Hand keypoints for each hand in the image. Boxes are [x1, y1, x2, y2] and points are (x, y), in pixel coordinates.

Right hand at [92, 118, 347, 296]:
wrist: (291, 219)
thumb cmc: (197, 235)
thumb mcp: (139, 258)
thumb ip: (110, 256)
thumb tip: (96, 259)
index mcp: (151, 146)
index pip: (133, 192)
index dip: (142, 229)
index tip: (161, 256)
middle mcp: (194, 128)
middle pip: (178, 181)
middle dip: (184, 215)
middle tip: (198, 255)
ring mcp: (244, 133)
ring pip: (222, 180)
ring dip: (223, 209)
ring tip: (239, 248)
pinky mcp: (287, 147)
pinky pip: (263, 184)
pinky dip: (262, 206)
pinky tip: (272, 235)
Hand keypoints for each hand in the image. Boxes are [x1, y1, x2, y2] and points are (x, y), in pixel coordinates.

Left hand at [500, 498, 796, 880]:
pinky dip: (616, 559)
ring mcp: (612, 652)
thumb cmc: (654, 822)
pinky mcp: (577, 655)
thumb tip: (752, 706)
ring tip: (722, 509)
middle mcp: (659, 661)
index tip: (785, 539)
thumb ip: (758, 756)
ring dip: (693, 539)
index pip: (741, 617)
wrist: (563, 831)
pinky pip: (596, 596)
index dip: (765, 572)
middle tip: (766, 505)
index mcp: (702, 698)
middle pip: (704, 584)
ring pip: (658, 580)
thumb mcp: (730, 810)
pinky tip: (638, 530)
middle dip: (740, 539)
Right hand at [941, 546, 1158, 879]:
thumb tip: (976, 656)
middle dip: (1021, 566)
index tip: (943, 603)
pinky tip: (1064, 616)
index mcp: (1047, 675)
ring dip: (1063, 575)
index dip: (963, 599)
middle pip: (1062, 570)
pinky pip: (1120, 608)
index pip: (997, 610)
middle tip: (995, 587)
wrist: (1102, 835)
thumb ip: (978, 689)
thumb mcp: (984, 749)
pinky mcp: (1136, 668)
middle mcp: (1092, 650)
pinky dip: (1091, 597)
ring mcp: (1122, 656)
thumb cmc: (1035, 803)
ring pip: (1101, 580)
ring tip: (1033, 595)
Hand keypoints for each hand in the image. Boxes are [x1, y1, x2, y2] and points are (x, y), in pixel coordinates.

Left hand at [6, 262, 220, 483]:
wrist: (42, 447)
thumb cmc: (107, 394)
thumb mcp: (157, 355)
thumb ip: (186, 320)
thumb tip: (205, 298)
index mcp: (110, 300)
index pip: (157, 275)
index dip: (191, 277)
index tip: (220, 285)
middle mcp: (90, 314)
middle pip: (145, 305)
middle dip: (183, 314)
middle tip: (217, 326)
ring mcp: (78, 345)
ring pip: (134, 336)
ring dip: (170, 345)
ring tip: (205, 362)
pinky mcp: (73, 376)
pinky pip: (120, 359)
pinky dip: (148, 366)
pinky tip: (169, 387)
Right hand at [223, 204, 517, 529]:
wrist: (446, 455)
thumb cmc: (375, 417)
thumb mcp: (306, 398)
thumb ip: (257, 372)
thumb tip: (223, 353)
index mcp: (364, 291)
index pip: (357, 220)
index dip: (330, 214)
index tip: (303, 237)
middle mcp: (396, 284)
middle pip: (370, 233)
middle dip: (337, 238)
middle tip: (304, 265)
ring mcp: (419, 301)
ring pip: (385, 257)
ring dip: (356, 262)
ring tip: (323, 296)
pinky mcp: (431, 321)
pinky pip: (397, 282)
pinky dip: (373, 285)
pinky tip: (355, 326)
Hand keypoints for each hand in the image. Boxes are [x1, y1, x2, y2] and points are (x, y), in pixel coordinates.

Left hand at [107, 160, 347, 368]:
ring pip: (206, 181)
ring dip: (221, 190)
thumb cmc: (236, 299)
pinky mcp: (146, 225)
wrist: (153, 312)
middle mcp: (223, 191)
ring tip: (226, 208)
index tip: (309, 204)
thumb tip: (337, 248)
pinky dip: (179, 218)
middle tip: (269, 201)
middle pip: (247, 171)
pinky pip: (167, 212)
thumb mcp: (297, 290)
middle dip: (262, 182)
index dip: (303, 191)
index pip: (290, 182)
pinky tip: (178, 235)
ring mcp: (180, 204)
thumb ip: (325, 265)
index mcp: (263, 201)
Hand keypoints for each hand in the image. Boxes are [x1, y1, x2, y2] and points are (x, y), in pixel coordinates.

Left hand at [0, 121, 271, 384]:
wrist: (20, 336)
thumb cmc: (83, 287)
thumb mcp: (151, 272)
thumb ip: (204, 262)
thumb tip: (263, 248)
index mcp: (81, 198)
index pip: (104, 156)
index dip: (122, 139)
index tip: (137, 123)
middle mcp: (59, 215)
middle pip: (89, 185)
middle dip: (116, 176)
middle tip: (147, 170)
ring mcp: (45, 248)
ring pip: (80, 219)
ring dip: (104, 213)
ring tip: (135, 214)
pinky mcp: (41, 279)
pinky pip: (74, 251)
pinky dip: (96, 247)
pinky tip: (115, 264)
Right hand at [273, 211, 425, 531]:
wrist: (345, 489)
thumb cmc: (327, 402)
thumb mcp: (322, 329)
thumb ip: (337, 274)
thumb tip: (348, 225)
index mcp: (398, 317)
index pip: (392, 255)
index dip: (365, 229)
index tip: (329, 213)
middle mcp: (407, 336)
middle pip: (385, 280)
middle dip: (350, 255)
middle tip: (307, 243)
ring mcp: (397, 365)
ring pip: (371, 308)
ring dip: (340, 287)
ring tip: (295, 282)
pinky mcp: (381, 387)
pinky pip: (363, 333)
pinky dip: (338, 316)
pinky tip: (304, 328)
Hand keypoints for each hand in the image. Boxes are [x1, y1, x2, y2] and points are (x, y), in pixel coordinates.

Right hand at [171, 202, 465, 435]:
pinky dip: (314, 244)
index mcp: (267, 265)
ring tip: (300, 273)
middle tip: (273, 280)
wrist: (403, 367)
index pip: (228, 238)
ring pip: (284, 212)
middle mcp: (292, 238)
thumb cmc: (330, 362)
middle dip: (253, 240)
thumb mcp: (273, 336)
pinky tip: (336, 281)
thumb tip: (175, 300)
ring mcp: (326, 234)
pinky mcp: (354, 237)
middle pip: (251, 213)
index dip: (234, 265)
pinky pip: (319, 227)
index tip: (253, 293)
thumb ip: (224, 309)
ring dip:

What is being asked:
The records above are to be reproduced exactly, with nothing left out.

Exercise response:
Hand keypoints for each hand in the image. Boxes are [x1, y1, x2, y2] and points are (x, y), in pixel coordinates.

Right hand at [92, 118, 347, 296]:
wrist: (291, 219)
thumb cmc: (197, 235)
thumb mcp: (139, 258)
thumb ip: (110, 256)
thumb tip: (96, 259)
index mcp: (151, 146)
index pip: (133, 192)
index dip: (142, 229)
index tip: (161, 256)
middle mcp: (194, 128)
middle pip: (178, 181)
middle dip: (184, 215)
middle tip: (198, 255)
ring mcp: (244, 133)
ring pip: (222, 180)
ring dip: (223, 209)
ring tip: (239, 248)
pinky mcp: (287, 147)
pinky pip: (263, 184)
pinky dip: (262, 206)
pinky tip: (272, 235)
Hand keypoints for each hand in the image. Boxes are [x1, y1, x2, y2] and points are (x, y), in pixel coordinates.

Left hand at [500, 498, 796, 880]:
pinky dip: (616, 559)
ring mcp: (612, 652)
thumb cmc: (654, 822)
pinky mcp: (577, 655)
thumb tip: (752, 706)
ring tip: (722, 509)
middle mcp: (659, 661)
index tip: (785, 539)
thumb ip: (758, 756)
ring dip: (693, 539)
index pip: (741, 617)
wrist: (563, 831)
pinky pip: (596, 596)
index dip: (765, 572)
middle tip: (766, 505)
index mcp: (702, 698)
middle pip: (704, 584)
ring pip: (658, 580)
thumb mcp: (730, 810)
pinky tip: (638, 530)
middle dip: (740, 539)
Right hand at [941, 546, 1158, 879]:
thumb tip: (976, 656)
middle dip: (1021, 566)
index tip: (943, 603)
pinky tip: (1064, 616)
index mcp: (1047, 675)
ring dip: (1063, 575)
index dip: (963, 599)
middle pip: (1062, 570)
pinky pip: (1120, 608)
index pip: (997, 610)
middle tip: (995, 587)
wrist: (1102, 835)
thumb ip: (978, 689)
thumb mcp: (984, 749)
pinky mcp: (1136, 668)
middle mcp: (1092, 650)
pinky dip: (1091, 597)
ring mcp: (1122, 656)
thumb cmc: (1035, 803)
ring pip: (1101, 580)
ring tip: (1033, 595)
Hand keypoints for each hand in the image. Boxes are [x1, y1, x2, y2] and points are (x, y), in pixel coordinates.

Left hand at [6, 262, 220, 483]:
wrist: (42, 447)
thumb cmc: (107, 394)
thumb mcp: (157, 355)
thumb ip: (186, 320)
thumb tip: (205, 298)
index mcp: (110, 300)
index pip: (157, 275)
index dip: (191, 277)
index tip: (220, 285)
middle mcp: (90, 314)
middle pip: (145, 305)
middle dip: (183, 314)
middle tip: (217, 326)
ring mcp: (78, 345)
ring pip: (134, 336)
ring dip: (170, 345)
ring tip: (205, 362)
pinky mcp: (73, 376)
pinky pip: (120, 359)
pinky dip: (148, 366)
pinky tip: (169, 387)
Right hand at [223, 204, 517, 529]:
wrist: (446, 455)
thumb cmc: (375, 417)
thumb mcp: (306, 398)
thumb ip: (257, 372)
thumb tip: (223, 353)
index mcp: (364, 291)
index pip: (357, 220)
index dip: (330, 214)
index tip: (303, 237)
middle mcp: (396, 284)
middle pip: (370, 233)
middle dip: (337, 238)
middle tip: (304, 265)
ring mcp: (419, 301)
ring pip: (385, 257)
ring dip: (356, 262)
ring tip: (323, 296)
pinky mcp: (431, 321)
pinky pip: (397, 282)
pinky dip: (373, 285)
pinky tip: (355, 326)
Hand keypoints for each hand in the image. Boxes are [x1, y1, x2, y2] and points are (x, y), in pixel coordinates.

Left hand at [107, 160, 347, 368]:
ring pip: (206, 181)
ring dip: (221, 190)
thumb cmc: (236, 299)
pinky mcp: (146, 225)
wrist: (153, 312)
middle mcp: (223, 191)
ring tip: (226, 208)
index tip: (309, 204)
thumb tip: (337, 248)
pinky dip: (179, 218)
middle tip: (269, 201)
middle pip: (247, 171)
pinky pip: (167, 212)
thumb mcp: (297, 290)
middle dip: (262, 182)
index dip: (303, 191)
index pip: (290, 182)
pinky tip: (178, 235)
ring mcp: (180, 204)
thumb ip: (325, 265)
index mcp: (263, 201)
Hand keypoints for each hand in the image. Boxes are [x1, y1, x2, y2] and points are (x, y), in pixel coordinates.

Left hand at [0, 121, 271, 384]:
wrist: (20, 336)
thumb cmc: (83, 287)
thumb mcp: (151, 272)
thumb ip: (204, 262)
thumb tip: (263, 248)
index mcp: (81, 198)
index pip: (104, 156)
index dip: (122, 139)
index tip: (137, 123)
middle mcp: (59, 215)
middle pip: (89, 185)
middle dip: (116, 176)
middle tip: (147, 170)
ring mcp: (45, 248)
ring pip: (80, 219)
ring dip: (104, 213)
ring tip: (135, 214)
pinky mcp: (41, 279)
pinky pip: (74, 251)
pinky dip: (96, 247)
pinky tip: (115, 264)
Right hand at [273, 211, 425, 531]:
wrist: (345, 489)
thumb cmc: (327, 402)
thumb mcp: (322, 329)
thumb ip: (337, 274)
thumb tip: (348, 225)
index mcp: (398, 317)
index pip: (392, 255)
index dip: (365, 229)
index tip: (329, 213)
middle mcp: (407, 336)
middle pip: (385, 280)
middle dip: (350, 255)
middle tip: (307, 243)
ring mcp: (397, 365)
ring pip: (371, 308)
ring dip: (340, 287)
ring tip: (295, 282)
pinky mcp: (381, 387)
pinky pip: (363, 333)
pinky dip: (338, 316)
pinky tip: (304, 328)
Hand keypoints for each hand in the image. Boxes are [x1, y1, x2, y2] and points are (x, y), in pixel coordinates.

Right hand at [171, 202, 465, 435]:
pinky dip: (314, 244)
index mcp: (267, 265)
ring tip: (300, 273)
middle tip: (273, 280)
wrist: (403, 367)
index pip: (228, 238)
ring pip: (284, 212)
middle mcp: (292, 238)
thumb cmc: (330, 362)
middle dip: (253, 240)
thumb mcp: (273, 336)
pinky tip: (336, 281)
thumb tip: (175, 300)
ring mcp: (326, 234)
pinky mcp: (354, 237)
middle pip: (251, 213)
index dip: (234, 265)
pinky pip: (319, 227)
index tip: (253, 293)
thumb ip: (224, 309)
ring dip:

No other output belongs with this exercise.